But consider a different picture of originalism as constraint. The target of this constraint is not the wayward judge, but the puzzled judge.54 This judge would like to be able to apply the law without importing nonlegal considerations and is searching for a method that will help her do it. Even if the method is suffi­ciently complicated or involves sufficient discretion, such that it is hard for outsiders to use the method as a way of monitoring judicial behavior, it can still serve to discipline and guide an individual judge who chooses to apply it. As Professor Green has put it, “If it matters to no one else, the existence of an external legal standard surely matters to the ultimate interpreter; the phenomenology of making the law on one’s own is surely quite different from that of interpreting someone else’s law.”55

In what sense might this be called “constraint,” and why might any constraints of this sort be desirable? One function of this kind of internal constraint is to wall off or reduce certain considerations that might be tempting, but undesirable.56 For instance, a judge told only to “do the right thing” or “use your judgment” might import political and even partisan considerations in a way that might be undesirable. Or imagine a judge who is deciding whether a category of searches is permissible under the Fourth Amendment and who wishes to avoid the hindsight bias of knowing what the search at hand turned up. Without an internal constraint, even a well-meaning judge might not be able to resist the power of hindsight.

Another related function is providing a resource for treating like cases alike and different cases differently. Such equal treatment is often taken to be a central requirement of fairness and the rule of law. But as the legal realists loved to point out, all cases are alike in some respects and different in some respects. It depends on the axis of similarity and difference.

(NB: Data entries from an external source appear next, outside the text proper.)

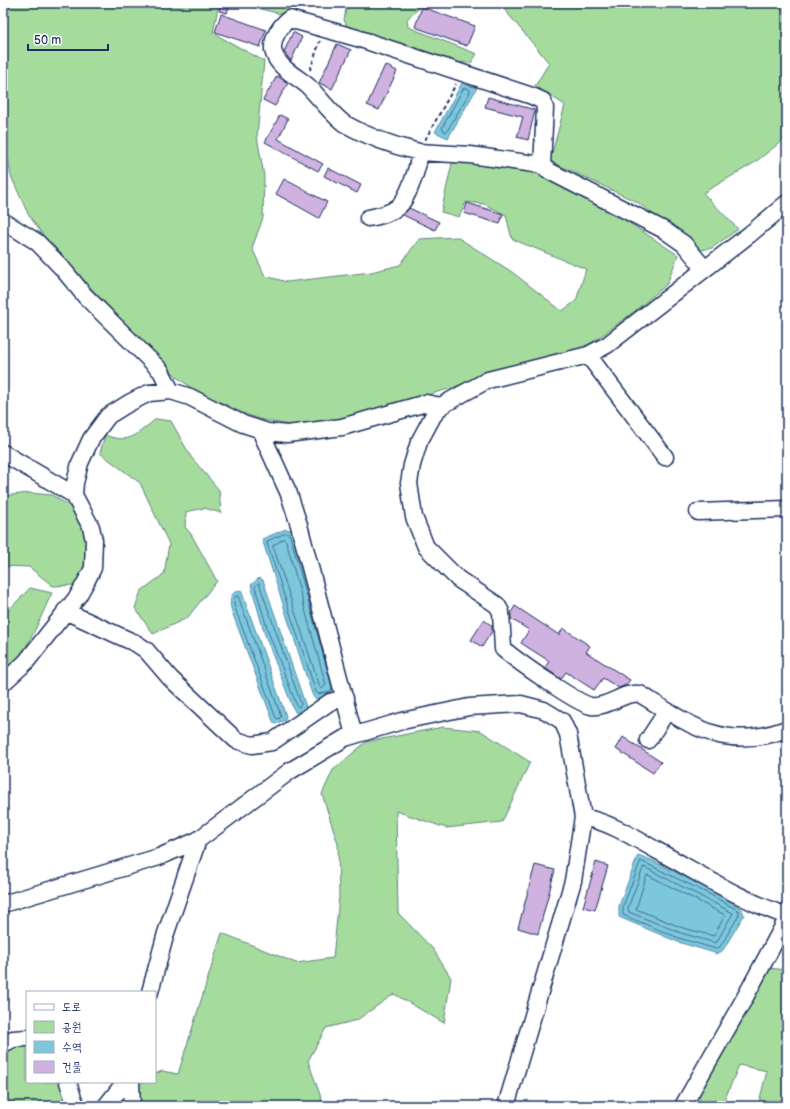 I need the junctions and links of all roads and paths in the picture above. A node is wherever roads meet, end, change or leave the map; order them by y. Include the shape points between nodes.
1 (325, 38) dead end
2 (462, 73) junction
3 (313, 76) dead end
4 (419, 152) junction
5 (542, 165) junction
6 (787, 203) edge
7 (368, 218) dead end
8 (3, 221) edge
9 (705, 269) junction
10 (588, 355) junction
11 (171, 391) junction
12 (441, 406) junction
13 (260, 430) junction
14 (3, 452) edge
15 (664, 458) dead end
16 (74, 496) junction
17 (787, 509) edge
18 (698, 512) dead end
19 (66, 611) junction
20 (3, 683) edge
21 (345, 698) junction
22 (667, 711) junction
23 (787, 729) edge
24 (354, 736) junction
25 (648, 740) dead end
26 (583, 817) junction
27 (198, 840) junction
28 (3, 904) edge
29 (787, 916) edge
30 (787, 919) edge
31 (150, 991) edge
32 (26, 1038) edge
33 (3, 1044) edge
34 (68, 1083) edge
35 (124, 1083) edge
36 (131, 1083) edge
37 (77, 1106) edge
38 (106, 1106) edge
39 (132, 1106) edge
40 (506, 1106) edge
41 (683, 1106) edge

1 - 3 path via 321,39 309,69
2 - 4 path
2 - 4 street via 357,38 289,19 276,34 273,50 280,63 308,86 344,123 400,148
2 - 5 street via 543,101 545,108
4 - 5 street via 470,155
4 - 7 street via 417,172 399,206 385,214
5 - 9 street via 556,176 664,230 684,244
6 - 9 street
8 - 11 street via 36,242 62,268 85,296 161,371
9 - 10 street via 607,345
10 - 12 street via 488,380
10 - 15 street
11 - 13 street via 190,397
11 - 16 street via 149,393 108,416 88,445 80,463
12 - 13 street via 426,403 342,427 287,434
12 - 22 street via 432,416 419,442 409,483 414,518 426,547 458,579 497,605 501,612 503,649 513,658 591,706 610,703 634,693
13 - 21 street via 289,494 299,524
14 - 16 street
16 - 19 street via 91,526 95,554 88,580
17 - 18 street
19 - 20 street via 26,662
19 - 21 street via 146,650 170,678 226,732 244,744 261,745 272,742 330,702
21 - 24 street
22 - 23 street via 690,725 731,738 770,735
22 - 25 street
24 - 26 street via 402,721 469,707 521,704 544,710 562,721 568,734
24 - 27 street via 345,738 290,771
26 - 29 street via 627,834 745,899
26 - 40 street via 573,881
27 - 28 street via 158,857
27 - 31 street via 166,933
30 - 41 street via 740,1008
32 - 33 street via 13,1039
34 - 37 street
35 - 38 street
36 - 39 street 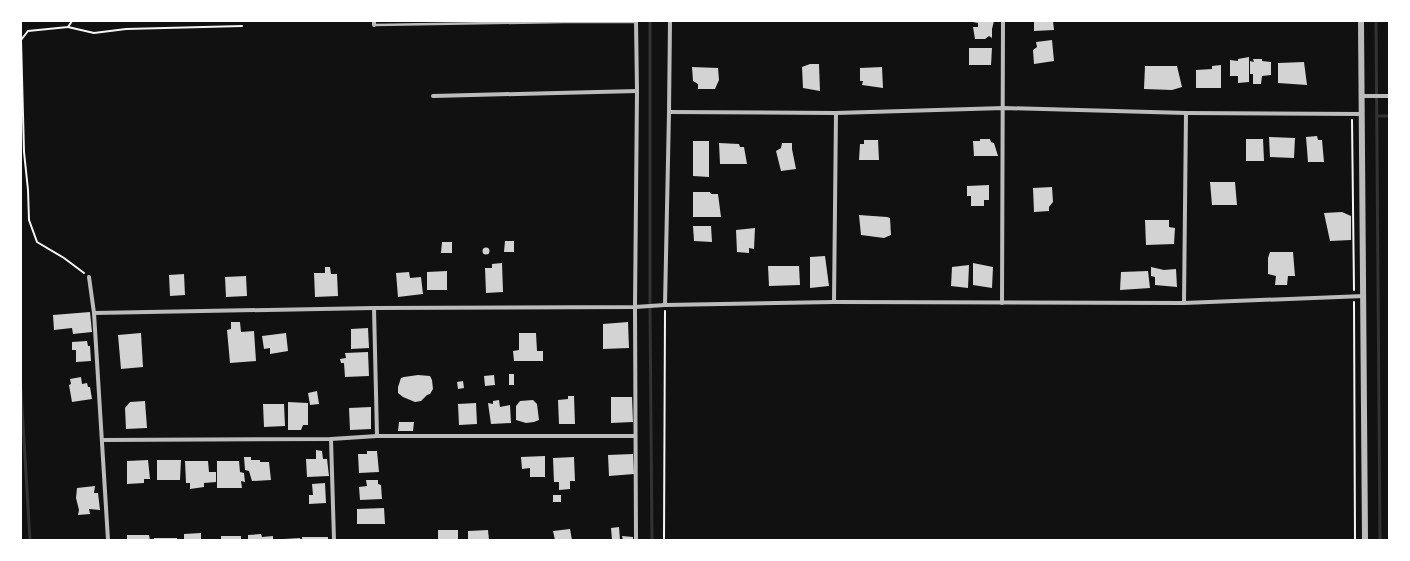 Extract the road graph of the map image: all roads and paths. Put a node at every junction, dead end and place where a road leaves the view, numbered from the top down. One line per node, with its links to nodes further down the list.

A methodology that imposes internal constraint gives judges an answer for what counts as a like case and what counts as a different one. Almost any methodology that is minimally constraining will tell a judge that he ought not distinguish a previous case on the grounds that it was decided on a Tuesday but today is Wednesday.57 And a truly constraining methodology can go further, suggesting what the relevant axis is—for instance, whether a given search invaded a positive-law right,58 or whether a given punishment was painful and contrary to long usage.59

For instance, imagine a judge confronted, a few years ago, with the controversy over whether the Fourteenth Amendment requires states to allow same-sex couples to marry. And imagine that the judge wishes to be constrained. She thinks it would be wrong to impose her own views of marriage on the country, and therefore seeks a legal criterion that does not depend on her own views and that will guide her in deciding whether or not to extend the various arguments of Loving v Virginia60 and Lawrence v Texas.61 If originalism provides a way to determine the original legal force of the Fourteenth Amendment—to determine the scope of the rights it protects and the nature of its equality guarantee—then originalism can supply the internal constraint the judge seeks. And originalism can do so even if it is not so clear-cut as to provide an external constraint. Even if the question is a fairly debatable one, there is “[n]o reason [ ] why we cannot conclude for ourselves that one side has the better of it, even if by a nose, and even while admitting that a disagreeing colleague could see it the other way.”62

It is more plausible that originalism fits this second picture of constraint—at least if it is supplemented with a theory that narrows or fills in construction zones. Even if such theories are sufficiently complicated that they do not easily yield consensus or rule most interpretations out of bounds as implausible, they still provide a method that can be divorced from various nonlegal considerations. Originalism can provide a sort of procedural constraint by pushing aside some arguably illegitimate considerations from the judge’s mind; and it can provide an internal substantive constraint by helping judges see their way toward the right answers.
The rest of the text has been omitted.